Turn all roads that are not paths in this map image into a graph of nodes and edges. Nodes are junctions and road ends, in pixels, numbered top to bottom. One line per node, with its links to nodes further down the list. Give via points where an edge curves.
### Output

--

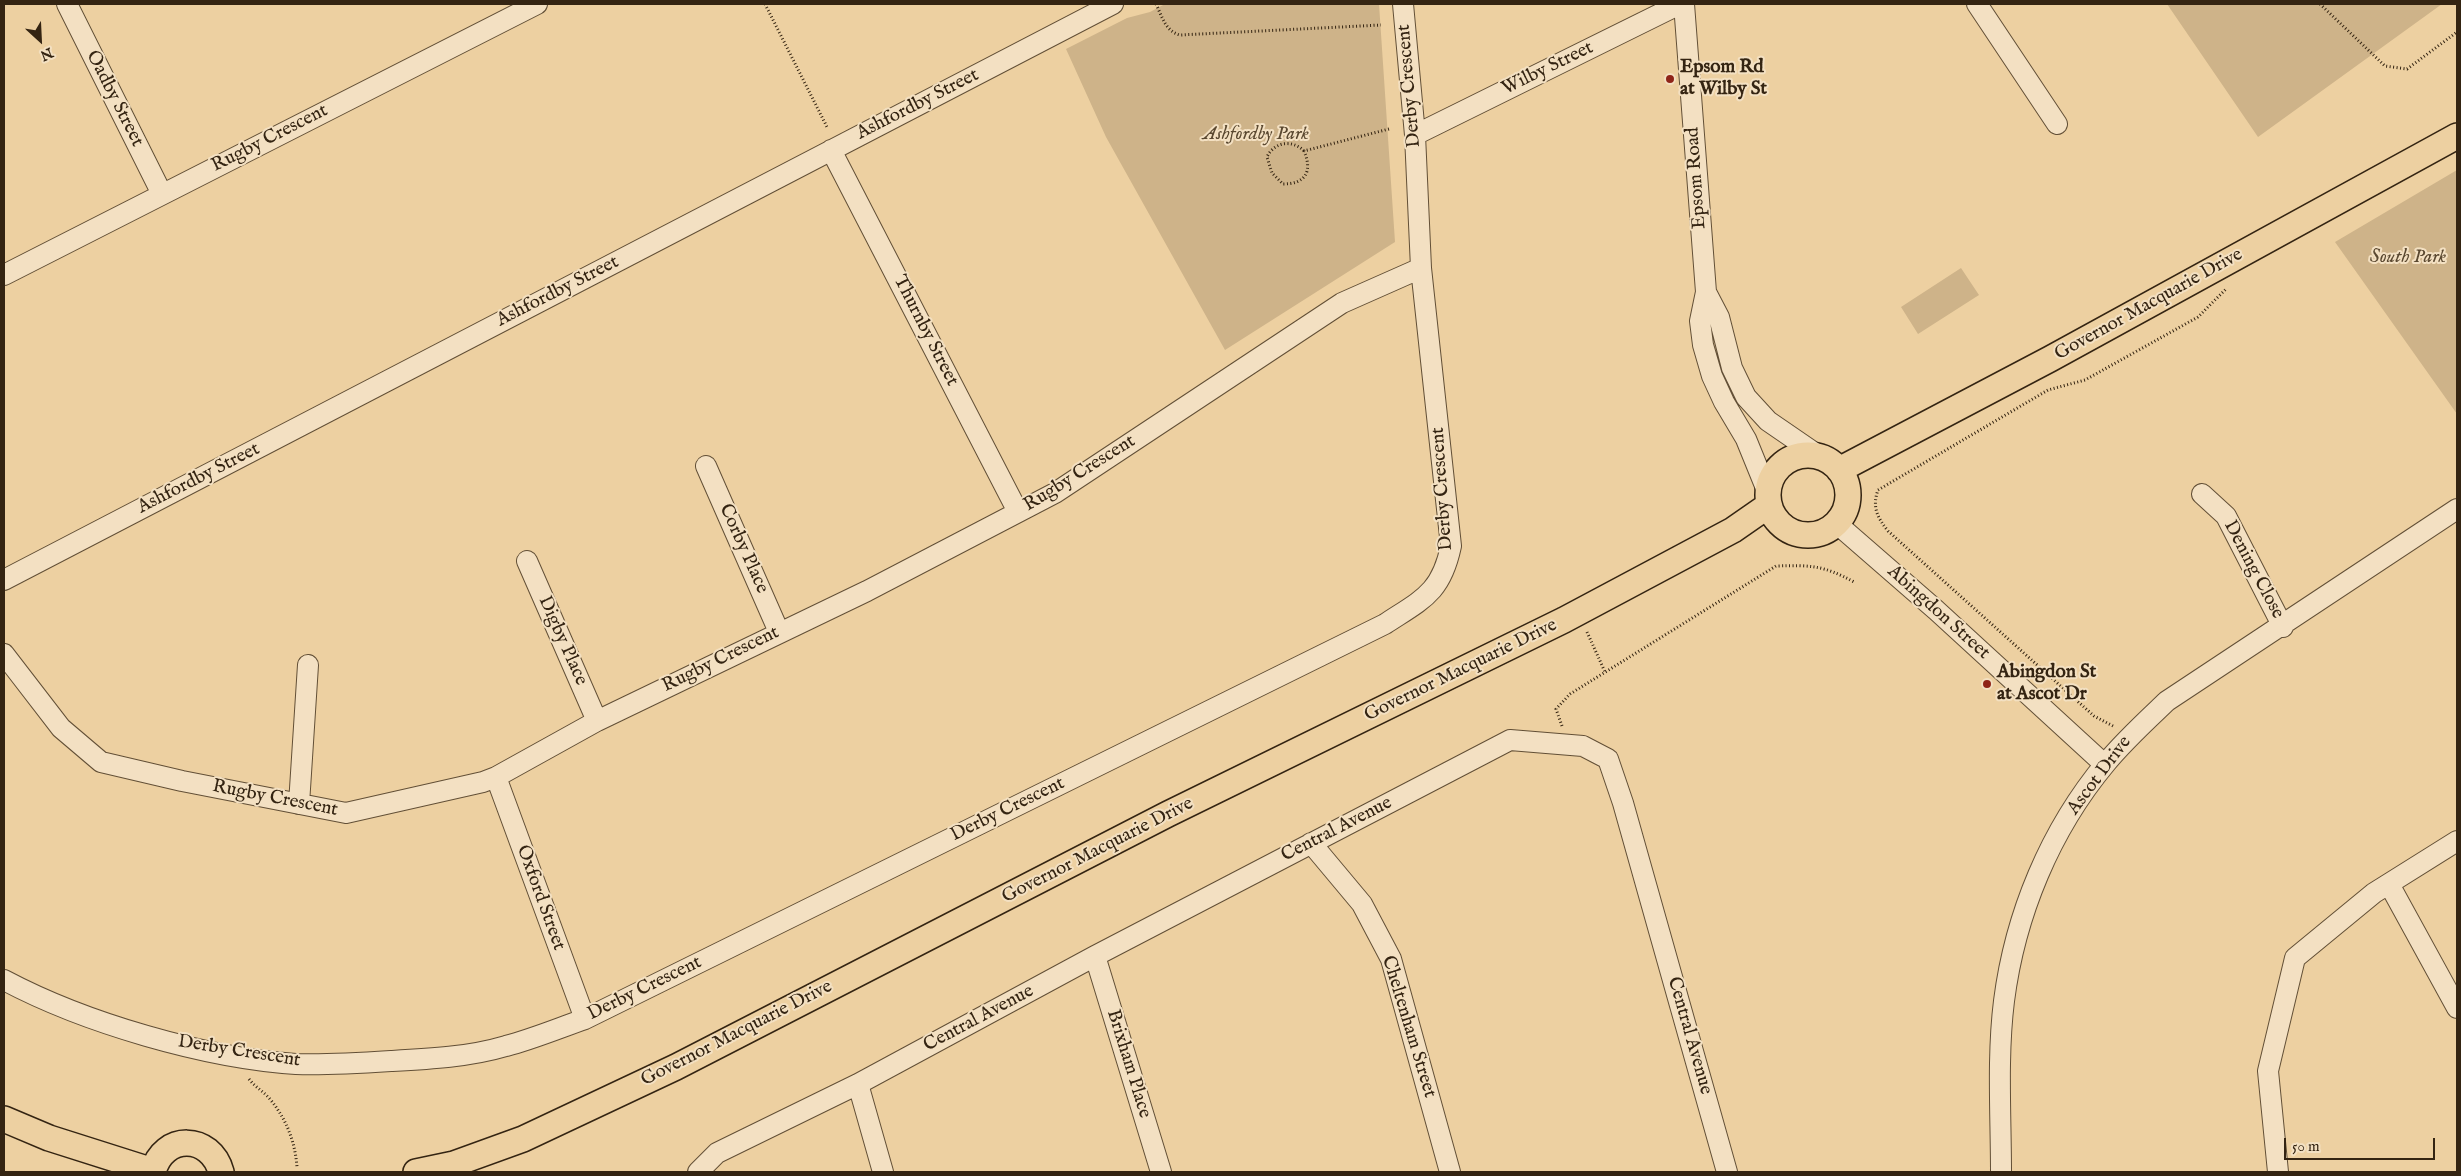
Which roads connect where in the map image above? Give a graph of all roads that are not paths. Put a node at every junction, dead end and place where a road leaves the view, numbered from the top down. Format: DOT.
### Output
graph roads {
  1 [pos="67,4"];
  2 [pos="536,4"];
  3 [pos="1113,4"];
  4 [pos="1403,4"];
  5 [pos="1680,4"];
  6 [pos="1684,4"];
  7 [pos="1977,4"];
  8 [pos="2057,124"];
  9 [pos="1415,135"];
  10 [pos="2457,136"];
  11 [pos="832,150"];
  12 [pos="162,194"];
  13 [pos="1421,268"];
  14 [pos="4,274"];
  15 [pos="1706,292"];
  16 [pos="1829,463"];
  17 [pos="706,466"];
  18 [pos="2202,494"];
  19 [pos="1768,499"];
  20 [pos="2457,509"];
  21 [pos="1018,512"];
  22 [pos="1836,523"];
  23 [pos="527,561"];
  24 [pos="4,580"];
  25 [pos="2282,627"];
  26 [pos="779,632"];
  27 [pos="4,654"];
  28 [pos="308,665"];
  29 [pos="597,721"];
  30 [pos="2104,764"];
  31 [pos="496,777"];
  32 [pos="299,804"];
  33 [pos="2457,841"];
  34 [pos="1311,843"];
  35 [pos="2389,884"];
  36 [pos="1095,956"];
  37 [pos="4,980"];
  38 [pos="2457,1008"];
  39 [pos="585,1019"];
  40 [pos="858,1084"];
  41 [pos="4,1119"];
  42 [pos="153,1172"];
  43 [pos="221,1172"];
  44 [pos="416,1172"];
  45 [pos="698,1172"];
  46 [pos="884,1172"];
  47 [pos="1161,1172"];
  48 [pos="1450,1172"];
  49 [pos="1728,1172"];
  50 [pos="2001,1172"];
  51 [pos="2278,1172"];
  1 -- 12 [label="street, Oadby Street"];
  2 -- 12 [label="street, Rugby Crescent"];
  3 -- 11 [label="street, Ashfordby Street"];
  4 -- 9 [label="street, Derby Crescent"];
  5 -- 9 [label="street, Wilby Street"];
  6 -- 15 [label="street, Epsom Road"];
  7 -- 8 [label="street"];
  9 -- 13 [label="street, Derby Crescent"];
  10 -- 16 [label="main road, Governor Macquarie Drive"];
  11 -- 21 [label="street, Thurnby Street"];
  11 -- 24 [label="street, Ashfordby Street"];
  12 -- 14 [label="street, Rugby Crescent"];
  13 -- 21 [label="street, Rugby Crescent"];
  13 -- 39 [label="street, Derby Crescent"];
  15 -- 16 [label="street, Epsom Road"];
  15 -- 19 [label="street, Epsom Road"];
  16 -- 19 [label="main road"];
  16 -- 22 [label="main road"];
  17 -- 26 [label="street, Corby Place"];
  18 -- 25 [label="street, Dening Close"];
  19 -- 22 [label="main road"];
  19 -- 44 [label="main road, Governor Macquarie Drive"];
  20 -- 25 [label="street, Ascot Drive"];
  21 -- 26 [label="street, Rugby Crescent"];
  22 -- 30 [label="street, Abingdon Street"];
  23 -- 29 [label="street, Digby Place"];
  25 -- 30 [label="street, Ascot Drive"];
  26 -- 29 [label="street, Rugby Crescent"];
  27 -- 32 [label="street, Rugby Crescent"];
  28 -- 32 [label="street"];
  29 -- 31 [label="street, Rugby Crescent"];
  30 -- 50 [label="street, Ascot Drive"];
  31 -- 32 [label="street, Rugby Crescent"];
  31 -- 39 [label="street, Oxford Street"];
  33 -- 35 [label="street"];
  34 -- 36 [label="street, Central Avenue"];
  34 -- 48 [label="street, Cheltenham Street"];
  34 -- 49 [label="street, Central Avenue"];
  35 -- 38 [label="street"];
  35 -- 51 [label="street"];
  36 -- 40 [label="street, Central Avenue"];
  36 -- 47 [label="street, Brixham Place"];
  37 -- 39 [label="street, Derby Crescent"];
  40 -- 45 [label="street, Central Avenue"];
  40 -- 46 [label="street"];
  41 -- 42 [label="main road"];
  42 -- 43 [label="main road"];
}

▸ Work to be completed
From the records, copy every line that has the string "image" in it.

▸ Result
Turn all roads that are not paths in this map image into a graph of nodes and edges. Nodes are junctions and road ends, in pixels, numbered top to bottom. One line per node, with its links to nodes further down the list. Give via points where an edge curves.
Which roads connect where in the map image above? Give a graph of all roads that are not paths. Put a node at every junction, dead end and place where a road leaves the view, numbered from the top down. Format: DOT.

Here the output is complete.